Interview by Scott Nappalos with Felipe Ramirez from FEL-Chile.
Translated by Mónica Kostas.


Scott: How does the system of representation function for students in Chile?

Felipe: Ok, there, we must make a distinction. The Chilean student movement is divided between high-school and college. There are two organizations that tie the high-school movement. One is the ACES (Coordinating Assembly of Secondary [high-school] Students), and the other is CONES (National Coordinator of Secondary [high-school] Students). These two organizations have their own models of representation and structure. At the university level, the movement is unified by CONFECH (Confederation of Students of Chile) which gathers student federations of different universities. Usually it gathers the more traditional universities, basically the ones that existed before 1981 which is when the dictatorship generates a new law for universities, and during last year, a series of private universities (that emerged after 1981 and did not have an official organization) have been incorporated.

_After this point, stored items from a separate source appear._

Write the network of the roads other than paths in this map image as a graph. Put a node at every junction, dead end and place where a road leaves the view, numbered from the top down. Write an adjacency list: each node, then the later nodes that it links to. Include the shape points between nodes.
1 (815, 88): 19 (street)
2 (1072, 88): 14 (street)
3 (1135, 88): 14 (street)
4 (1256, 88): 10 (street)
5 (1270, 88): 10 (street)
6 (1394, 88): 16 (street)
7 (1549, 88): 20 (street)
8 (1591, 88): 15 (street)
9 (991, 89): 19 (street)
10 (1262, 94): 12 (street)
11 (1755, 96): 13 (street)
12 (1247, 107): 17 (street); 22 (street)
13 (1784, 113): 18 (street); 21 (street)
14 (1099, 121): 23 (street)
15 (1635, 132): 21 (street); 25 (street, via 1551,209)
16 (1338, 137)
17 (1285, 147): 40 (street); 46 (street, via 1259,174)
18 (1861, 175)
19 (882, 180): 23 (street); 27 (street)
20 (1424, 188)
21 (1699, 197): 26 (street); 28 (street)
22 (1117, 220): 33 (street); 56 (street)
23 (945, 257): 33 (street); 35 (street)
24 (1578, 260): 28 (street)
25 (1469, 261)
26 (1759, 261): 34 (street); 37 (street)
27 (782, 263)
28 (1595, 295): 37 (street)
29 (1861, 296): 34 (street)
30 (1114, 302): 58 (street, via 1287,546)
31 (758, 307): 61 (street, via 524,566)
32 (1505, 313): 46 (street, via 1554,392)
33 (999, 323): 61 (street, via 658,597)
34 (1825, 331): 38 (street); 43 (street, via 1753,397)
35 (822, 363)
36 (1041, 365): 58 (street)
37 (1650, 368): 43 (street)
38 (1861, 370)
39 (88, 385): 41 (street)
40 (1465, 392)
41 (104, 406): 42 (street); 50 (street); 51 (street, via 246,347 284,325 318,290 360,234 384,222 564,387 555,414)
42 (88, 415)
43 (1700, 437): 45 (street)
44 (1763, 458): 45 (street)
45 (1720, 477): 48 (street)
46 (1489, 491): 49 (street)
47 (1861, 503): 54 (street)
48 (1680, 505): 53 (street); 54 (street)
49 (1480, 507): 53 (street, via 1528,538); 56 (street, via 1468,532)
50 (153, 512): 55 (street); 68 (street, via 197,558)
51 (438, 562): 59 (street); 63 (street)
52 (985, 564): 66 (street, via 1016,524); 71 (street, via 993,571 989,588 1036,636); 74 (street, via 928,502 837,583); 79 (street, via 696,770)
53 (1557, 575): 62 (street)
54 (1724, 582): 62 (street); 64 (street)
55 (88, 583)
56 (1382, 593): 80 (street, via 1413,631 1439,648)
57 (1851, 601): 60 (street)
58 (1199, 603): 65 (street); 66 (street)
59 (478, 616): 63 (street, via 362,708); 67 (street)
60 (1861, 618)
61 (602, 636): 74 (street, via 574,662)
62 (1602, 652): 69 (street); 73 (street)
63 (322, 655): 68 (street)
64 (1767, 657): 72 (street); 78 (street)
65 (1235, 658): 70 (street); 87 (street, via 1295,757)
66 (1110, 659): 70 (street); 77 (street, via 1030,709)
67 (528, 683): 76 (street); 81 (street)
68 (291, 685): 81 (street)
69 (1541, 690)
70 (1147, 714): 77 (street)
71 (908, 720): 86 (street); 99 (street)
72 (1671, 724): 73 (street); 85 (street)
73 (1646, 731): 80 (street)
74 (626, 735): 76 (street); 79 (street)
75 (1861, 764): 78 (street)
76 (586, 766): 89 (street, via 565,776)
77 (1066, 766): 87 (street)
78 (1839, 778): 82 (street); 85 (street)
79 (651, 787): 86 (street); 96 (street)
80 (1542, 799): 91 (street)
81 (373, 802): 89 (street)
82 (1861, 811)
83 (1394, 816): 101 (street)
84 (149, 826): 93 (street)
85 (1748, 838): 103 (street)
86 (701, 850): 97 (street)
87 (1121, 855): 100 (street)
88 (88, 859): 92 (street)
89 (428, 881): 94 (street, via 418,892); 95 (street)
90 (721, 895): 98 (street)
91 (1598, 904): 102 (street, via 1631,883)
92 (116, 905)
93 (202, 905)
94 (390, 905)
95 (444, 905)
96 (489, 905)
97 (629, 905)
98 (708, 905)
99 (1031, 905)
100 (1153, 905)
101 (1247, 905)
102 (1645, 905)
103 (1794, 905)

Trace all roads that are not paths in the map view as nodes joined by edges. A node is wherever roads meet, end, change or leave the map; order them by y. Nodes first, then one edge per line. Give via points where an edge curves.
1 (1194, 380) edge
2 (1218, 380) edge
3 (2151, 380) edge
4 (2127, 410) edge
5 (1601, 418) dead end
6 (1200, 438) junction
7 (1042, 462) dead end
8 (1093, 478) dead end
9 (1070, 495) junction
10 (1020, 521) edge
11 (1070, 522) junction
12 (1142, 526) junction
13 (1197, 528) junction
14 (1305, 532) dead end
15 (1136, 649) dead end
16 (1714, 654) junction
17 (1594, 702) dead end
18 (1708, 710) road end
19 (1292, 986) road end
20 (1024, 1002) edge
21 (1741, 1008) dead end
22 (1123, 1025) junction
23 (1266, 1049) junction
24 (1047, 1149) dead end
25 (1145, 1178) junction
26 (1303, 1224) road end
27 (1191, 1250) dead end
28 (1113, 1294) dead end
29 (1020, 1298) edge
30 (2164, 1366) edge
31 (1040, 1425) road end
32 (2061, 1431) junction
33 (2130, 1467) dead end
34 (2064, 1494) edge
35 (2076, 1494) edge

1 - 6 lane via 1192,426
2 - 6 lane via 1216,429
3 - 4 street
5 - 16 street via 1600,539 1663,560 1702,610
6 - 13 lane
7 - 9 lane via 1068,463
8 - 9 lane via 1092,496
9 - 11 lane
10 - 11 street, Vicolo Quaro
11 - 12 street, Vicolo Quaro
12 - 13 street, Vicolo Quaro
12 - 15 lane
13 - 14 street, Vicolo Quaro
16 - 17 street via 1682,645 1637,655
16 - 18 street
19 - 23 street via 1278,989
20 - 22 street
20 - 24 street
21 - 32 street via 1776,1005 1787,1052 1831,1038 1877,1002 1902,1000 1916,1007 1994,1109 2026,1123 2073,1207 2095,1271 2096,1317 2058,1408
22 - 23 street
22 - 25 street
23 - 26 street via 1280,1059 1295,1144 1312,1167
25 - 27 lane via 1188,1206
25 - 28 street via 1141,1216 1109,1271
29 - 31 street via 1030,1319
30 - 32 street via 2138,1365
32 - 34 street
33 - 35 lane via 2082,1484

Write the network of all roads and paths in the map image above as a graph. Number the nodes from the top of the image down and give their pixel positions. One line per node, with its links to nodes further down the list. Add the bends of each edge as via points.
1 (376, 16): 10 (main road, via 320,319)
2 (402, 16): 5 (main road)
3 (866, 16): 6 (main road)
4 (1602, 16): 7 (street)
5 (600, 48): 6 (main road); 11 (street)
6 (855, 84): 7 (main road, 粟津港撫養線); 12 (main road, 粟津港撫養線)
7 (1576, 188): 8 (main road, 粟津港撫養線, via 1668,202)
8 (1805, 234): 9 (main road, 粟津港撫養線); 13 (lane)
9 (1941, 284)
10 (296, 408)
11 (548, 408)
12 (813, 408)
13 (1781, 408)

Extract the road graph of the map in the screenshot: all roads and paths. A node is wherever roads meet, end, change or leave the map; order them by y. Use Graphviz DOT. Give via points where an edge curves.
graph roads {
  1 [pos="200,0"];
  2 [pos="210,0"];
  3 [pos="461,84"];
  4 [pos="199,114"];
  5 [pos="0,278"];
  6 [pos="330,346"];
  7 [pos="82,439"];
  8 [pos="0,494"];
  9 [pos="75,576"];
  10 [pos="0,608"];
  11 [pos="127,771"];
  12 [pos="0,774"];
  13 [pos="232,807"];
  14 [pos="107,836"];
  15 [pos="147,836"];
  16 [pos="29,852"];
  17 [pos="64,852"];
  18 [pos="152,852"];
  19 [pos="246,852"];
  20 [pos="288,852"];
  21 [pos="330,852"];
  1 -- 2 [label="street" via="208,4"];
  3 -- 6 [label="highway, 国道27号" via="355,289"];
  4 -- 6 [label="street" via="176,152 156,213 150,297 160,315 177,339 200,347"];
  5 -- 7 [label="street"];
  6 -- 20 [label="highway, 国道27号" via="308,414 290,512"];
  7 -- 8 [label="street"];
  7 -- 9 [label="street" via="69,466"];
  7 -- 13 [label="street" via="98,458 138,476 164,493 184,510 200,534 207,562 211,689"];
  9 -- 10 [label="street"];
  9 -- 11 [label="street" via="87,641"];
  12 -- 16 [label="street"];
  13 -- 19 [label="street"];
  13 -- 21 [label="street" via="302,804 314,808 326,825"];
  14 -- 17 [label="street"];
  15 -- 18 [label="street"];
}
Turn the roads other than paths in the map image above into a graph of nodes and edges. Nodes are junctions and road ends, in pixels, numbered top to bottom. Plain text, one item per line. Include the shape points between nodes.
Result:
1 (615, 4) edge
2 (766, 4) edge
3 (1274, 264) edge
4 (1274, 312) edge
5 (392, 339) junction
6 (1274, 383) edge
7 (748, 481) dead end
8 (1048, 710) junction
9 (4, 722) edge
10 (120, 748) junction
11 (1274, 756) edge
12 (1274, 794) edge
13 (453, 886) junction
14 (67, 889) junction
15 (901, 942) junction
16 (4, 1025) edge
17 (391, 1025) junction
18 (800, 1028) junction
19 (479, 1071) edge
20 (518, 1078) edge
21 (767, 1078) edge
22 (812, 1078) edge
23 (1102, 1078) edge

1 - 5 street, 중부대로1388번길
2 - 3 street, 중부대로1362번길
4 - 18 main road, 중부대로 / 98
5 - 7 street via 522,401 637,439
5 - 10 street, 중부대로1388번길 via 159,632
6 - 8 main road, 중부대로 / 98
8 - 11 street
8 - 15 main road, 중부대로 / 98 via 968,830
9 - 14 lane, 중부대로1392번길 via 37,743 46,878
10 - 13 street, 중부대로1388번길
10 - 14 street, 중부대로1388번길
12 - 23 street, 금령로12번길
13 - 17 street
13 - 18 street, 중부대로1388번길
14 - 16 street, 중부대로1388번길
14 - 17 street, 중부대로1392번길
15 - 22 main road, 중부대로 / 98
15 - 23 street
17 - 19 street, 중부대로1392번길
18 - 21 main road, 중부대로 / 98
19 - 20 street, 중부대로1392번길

So these federations have to make annual choices on directions and objectives in a democratic manner without the intervention from the authorities of the university so that that there is transparency and respect for the autonomy of the student body at the time of choosing their leaders. It basically functions like that.

Scott: And with 2011, how were the students agitated? For example: Was it a spontaneous fight or were there joint campaigns from different groups? Was it just some groups? How did it happen?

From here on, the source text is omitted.